TASK GOAL:
Reproduce exactly, from the data that follows, the line with "middle dip: (1110, 868)", the line with "index pip: (1124, 825)", and every line that lies between them.

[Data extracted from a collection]
= = = = =

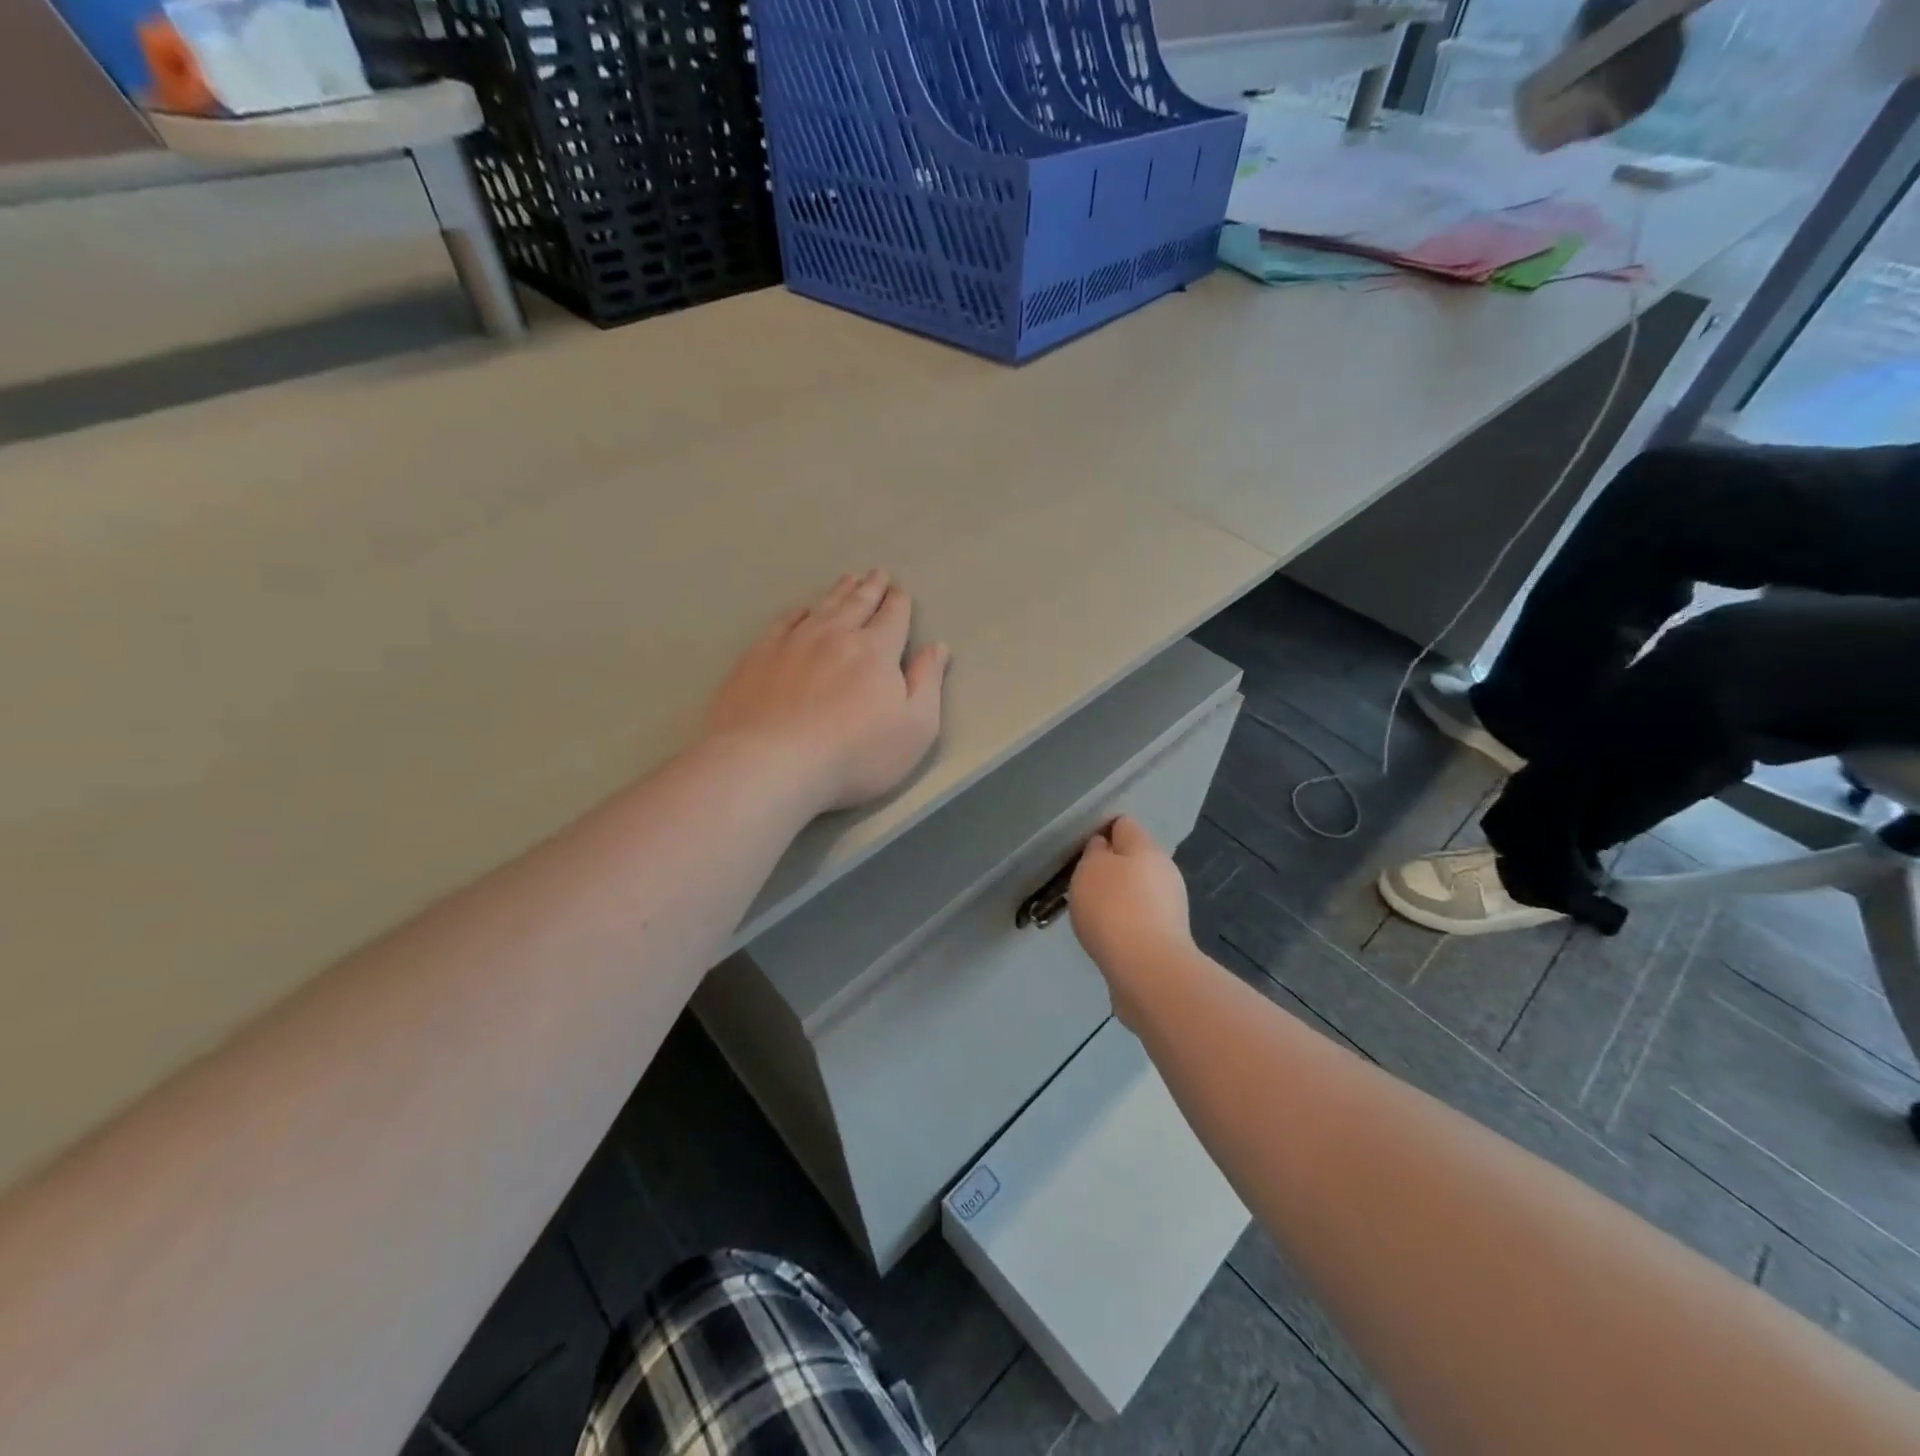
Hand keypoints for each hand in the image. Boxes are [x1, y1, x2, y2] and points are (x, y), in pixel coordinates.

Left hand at [704, 570, 949, 815]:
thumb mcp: (915, 727)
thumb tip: (937, 647)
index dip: (898, 603)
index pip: (892, 618)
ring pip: (821, 607)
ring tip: (847, 579)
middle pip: (857, 604)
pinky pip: (783, 623)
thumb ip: (927, 683)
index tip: (900, 591)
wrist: (772, 762)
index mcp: (875, 651)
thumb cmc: (855, 753)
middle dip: (871, 588)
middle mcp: (835, 636)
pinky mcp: (758, 657)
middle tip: (877, 572)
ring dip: (838, 592)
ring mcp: (793, 643)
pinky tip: (800, 611)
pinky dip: (797, 613)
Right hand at [1069, 817, 1193, 1024]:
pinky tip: (1107, 936)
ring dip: (1117, 897)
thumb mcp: (1091, 869)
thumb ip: (1095, 852)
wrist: (1146, 970)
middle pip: (1134, 859)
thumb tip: (1104, 848)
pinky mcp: (1168, 938)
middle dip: (1110, 868)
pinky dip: (1123, 923)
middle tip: (1082, 882)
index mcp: (1147, 848)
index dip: (1101, 830)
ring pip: (1138, 890)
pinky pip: (1140, 919)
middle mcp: (1165, 871)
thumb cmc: (1113, 908)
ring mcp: (1170, 906)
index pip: (1124, 825)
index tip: (1081, 847)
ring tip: (1091, 913)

= = = = =

ANSWER SPACE:
middle dip: (1110, 868)
pinky dip: (1123, 923)
middle tip: (1082, 882)
index mcp: (1147, 848)
index dip: (1101, 830)
ring pip: (1138, 890)
pinky pip: (1140, 919)
middle mcp: (1165, 871)
thumb cmc: (1113, 908)
ring mcp: (1170, 906)
index pip: (1124, 825)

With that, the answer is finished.